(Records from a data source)
"""

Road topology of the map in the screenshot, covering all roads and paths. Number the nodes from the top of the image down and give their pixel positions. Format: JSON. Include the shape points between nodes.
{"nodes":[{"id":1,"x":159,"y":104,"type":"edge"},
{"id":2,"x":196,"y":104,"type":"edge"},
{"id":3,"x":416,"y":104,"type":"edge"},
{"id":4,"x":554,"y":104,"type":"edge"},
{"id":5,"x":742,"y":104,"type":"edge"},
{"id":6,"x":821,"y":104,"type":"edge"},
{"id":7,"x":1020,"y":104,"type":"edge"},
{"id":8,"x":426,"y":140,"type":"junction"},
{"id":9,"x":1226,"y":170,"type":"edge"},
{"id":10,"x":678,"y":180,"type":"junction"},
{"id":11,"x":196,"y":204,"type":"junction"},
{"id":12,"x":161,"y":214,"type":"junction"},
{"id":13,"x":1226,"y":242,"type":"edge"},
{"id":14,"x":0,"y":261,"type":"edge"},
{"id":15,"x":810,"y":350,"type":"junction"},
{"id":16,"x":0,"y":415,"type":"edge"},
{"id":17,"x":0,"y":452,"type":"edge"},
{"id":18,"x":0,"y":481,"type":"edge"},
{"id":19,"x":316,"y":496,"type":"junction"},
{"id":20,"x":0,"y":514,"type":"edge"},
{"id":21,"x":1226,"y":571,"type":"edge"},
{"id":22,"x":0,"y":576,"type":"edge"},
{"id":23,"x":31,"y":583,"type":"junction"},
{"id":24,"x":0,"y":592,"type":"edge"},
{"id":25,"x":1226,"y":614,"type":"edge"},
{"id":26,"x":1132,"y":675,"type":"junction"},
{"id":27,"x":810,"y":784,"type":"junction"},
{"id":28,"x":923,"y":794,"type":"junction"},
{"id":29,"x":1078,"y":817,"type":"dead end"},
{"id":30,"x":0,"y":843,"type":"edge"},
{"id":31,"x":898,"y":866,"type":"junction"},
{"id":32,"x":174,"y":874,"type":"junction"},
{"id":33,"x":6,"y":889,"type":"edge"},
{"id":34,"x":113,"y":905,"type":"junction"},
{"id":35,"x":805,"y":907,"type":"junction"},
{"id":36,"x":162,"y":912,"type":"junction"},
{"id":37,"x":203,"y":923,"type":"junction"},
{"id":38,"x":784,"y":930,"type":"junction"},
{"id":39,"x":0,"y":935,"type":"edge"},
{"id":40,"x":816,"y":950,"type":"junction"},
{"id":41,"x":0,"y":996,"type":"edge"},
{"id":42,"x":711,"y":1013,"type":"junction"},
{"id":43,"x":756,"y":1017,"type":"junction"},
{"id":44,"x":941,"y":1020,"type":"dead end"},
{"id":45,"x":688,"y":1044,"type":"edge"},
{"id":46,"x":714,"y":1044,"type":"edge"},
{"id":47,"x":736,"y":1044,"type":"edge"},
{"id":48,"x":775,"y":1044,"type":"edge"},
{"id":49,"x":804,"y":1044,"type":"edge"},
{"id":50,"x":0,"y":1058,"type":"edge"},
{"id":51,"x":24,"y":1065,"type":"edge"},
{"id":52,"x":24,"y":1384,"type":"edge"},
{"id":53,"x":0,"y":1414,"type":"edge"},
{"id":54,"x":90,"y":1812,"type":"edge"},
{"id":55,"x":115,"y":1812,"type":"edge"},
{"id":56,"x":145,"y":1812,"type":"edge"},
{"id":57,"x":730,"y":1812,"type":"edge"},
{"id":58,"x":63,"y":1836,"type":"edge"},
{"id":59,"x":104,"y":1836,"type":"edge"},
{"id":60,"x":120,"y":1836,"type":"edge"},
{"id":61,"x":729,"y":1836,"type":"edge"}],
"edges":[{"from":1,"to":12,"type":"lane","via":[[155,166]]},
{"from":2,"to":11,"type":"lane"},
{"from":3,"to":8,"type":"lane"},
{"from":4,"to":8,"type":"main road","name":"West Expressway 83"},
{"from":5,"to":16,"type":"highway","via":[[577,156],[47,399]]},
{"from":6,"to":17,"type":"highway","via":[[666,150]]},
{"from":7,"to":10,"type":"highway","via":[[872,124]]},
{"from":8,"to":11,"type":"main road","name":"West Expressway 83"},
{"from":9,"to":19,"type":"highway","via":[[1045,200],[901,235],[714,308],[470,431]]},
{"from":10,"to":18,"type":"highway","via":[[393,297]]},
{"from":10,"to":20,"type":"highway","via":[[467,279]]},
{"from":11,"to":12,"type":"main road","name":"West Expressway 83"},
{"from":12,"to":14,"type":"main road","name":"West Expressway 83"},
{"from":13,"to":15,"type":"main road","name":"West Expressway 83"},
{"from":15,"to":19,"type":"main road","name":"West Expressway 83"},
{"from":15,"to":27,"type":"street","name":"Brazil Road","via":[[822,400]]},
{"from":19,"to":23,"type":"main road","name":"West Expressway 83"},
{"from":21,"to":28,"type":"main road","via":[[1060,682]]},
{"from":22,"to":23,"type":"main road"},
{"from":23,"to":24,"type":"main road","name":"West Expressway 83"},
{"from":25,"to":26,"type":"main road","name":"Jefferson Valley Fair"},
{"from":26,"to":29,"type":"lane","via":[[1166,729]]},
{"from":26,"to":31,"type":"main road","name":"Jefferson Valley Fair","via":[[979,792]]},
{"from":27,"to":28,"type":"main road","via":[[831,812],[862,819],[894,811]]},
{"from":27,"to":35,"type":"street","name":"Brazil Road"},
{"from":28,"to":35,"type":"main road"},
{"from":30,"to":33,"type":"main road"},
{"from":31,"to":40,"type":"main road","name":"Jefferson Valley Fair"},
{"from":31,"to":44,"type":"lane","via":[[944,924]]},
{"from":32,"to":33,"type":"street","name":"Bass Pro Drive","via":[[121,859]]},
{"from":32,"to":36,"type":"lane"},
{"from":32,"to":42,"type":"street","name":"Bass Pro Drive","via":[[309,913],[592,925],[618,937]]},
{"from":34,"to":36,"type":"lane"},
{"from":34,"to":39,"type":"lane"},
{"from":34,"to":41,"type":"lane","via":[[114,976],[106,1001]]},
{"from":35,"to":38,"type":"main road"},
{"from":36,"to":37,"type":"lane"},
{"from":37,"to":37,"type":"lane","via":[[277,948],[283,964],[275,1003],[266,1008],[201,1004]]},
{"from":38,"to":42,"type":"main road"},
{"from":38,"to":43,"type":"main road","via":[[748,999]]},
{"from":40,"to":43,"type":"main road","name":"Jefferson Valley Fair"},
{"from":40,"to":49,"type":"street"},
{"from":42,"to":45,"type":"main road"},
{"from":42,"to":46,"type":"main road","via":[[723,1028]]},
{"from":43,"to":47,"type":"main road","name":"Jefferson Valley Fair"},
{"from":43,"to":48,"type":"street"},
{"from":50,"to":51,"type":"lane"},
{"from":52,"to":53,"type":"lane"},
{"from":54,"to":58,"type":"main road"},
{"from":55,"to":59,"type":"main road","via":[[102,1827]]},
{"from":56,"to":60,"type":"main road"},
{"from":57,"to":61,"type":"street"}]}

"""

**Exercise aim:** Using the records above, say how many lines contain the string "Brazil"; offer no other text.

**Solution to this exercise:** 2